TRY IT: Your answer must be a single number: how many lines in the records include the word "Corridor".

[Source data]
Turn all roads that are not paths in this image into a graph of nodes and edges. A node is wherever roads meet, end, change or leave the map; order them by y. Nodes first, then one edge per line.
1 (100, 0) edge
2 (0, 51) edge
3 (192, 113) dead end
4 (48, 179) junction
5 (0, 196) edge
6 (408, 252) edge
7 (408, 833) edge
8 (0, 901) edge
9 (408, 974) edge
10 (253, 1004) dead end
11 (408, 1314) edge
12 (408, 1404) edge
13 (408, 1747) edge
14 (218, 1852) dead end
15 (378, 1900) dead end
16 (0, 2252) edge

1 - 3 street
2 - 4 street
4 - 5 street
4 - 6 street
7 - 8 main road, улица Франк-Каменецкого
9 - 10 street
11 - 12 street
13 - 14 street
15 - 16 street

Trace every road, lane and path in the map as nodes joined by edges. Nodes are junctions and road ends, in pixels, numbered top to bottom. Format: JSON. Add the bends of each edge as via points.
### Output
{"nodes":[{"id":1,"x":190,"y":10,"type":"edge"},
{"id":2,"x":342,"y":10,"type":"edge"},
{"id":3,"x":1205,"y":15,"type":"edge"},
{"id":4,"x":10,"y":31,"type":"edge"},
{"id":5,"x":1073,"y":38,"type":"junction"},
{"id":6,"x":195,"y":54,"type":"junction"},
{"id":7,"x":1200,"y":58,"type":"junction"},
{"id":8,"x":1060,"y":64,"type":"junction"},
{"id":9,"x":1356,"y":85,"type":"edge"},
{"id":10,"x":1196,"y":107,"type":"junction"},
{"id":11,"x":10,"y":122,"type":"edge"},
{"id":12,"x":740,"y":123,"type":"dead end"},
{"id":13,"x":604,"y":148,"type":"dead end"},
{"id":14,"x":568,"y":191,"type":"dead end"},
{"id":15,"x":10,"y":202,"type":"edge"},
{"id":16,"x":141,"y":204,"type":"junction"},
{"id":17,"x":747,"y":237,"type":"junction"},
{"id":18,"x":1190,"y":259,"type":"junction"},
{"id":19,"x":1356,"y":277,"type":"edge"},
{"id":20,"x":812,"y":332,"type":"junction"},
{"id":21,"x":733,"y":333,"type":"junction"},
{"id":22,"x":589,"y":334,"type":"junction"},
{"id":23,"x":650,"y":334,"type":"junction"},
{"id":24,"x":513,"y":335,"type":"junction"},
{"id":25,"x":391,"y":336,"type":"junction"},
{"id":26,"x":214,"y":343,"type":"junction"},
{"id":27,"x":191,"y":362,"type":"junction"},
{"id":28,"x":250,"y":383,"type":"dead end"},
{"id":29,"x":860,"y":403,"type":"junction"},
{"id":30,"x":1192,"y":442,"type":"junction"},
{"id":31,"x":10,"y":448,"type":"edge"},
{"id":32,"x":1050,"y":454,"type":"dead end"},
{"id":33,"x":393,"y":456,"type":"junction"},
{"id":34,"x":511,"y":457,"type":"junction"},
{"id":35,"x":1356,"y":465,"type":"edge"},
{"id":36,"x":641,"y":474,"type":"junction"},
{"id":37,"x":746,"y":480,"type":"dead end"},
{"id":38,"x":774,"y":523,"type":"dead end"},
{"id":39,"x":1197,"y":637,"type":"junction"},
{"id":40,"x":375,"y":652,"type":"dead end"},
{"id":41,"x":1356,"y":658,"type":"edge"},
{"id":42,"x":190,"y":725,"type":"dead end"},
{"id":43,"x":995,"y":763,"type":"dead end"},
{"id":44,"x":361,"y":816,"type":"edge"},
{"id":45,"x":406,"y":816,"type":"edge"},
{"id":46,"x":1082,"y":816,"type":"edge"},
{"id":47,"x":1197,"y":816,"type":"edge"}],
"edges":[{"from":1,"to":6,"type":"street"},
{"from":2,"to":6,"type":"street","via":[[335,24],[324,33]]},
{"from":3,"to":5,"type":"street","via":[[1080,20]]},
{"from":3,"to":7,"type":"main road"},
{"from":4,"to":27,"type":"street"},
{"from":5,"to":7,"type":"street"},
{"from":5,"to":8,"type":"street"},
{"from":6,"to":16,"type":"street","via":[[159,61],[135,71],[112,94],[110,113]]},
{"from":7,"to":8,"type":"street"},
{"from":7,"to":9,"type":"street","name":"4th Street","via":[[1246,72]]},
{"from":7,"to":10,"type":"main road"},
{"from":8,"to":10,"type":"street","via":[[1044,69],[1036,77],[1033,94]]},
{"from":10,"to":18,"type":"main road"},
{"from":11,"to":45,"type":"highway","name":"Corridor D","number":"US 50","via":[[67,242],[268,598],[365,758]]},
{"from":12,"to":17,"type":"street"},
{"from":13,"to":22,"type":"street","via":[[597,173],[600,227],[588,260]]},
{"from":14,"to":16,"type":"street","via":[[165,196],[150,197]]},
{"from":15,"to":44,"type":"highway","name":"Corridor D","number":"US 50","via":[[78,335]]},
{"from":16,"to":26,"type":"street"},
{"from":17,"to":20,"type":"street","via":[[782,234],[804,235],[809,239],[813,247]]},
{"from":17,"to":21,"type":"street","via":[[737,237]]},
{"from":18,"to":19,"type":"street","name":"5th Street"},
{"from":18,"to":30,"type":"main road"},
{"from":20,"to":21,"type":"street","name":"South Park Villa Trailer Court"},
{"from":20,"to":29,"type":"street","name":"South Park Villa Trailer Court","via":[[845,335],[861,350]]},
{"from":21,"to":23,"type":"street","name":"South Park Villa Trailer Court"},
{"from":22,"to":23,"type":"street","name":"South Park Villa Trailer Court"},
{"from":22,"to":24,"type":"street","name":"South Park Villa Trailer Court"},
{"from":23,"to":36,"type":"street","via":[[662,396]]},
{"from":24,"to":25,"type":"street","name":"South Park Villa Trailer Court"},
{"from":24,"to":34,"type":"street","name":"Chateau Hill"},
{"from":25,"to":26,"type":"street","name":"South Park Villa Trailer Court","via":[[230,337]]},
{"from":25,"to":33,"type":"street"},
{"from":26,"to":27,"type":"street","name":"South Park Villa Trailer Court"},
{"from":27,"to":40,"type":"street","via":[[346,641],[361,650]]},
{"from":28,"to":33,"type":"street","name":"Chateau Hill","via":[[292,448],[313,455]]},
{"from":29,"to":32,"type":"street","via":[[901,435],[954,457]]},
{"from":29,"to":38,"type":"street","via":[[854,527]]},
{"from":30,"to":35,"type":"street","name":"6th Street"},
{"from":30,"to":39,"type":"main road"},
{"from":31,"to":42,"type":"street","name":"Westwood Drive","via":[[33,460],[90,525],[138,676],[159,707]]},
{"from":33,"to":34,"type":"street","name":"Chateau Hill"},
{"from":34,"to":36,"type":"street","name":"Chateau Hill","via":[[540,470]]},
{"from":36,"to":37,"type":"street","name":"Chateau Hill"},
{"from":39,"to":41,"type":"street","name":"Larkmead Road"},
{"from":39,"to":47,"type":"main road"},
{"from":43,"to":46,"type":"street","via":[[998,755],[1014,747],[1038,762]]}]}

RESPONSE: 2